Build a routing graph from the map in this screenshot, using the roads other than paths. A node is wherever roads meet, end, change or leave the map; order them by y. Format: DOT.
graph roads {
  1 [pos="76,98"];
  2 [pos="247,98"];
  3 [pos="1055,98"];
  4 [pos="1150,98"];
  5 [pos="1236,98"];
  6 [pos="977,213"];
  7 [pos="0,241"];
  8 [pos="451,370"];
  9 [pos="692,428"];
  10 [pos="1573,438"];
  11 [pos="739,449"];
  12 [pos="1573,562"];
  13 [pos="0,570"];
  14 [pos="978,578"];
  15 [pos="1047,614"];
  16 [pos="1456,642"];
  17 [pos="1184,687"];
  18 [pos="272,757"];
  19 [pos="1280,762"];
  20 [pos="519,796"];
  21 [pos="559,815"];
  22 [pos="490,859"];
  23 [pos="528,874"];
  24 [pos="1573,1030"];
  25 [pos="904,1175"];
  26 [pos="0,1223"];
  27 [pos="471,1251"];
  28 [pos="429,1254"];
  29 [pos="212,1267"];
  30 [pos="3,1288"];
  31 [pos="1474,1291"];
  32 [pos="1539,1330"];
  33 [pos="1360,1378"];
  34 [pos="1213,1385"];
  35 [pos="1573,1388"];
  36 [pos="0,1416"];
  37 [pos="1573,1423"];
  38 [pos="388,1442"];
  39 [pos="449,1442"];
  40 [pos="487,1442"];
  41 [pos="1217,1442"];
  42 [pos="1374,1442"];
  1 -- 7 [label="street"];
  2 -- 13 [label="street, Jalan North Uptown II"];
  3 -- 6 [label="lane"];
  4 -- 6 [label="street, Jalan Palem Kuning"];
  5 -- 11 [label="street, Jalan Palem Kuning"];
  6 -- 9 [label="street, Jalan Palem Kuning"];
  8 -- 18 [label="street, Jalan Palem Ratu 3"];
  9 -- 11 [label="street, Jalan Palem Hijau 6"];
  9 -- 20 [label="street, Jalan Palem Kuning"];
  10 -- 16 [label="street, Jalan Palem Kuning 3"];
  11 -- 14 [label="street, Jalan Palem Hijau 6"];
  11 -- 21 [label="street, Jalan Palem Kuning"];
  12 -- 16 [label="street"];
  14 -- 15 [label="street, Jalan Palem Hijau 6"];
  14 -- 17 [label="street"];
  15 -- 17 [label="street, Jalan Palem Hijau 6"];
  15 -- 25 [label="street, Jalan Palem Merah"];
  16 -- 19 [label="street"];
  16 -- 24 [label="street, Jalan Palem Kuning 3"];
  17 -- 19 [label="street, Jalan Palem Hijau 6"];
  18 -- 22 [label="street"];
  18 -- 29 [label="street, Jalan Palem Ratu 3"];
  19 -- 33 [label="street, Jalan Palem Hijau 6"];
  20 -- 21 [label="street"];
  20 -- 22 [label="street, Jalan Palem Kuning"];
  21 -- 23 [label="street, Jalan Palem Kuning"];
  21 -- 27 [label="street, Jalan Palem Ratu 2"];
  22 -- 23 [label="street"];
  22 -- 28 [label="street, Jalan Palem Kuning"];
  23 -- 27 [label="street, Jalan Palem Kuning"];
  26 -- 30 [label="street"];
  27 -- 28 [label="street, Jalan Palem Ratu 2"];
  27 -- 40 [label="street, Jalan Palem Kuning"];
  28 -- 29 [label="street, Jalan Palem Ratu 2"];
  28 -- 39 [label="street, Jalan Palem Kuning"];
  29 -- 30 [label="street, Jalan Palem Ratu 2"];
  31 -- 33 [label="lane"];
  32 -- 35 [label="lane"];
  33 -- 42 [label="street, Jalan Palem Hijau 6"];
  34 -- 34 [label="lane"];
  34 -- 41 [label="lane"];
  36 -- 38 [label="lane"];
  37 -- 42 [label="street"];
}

### To do
Scan the material for lines that hold the word "Hijau", then say how many there are and nothing else.

### Answer section
7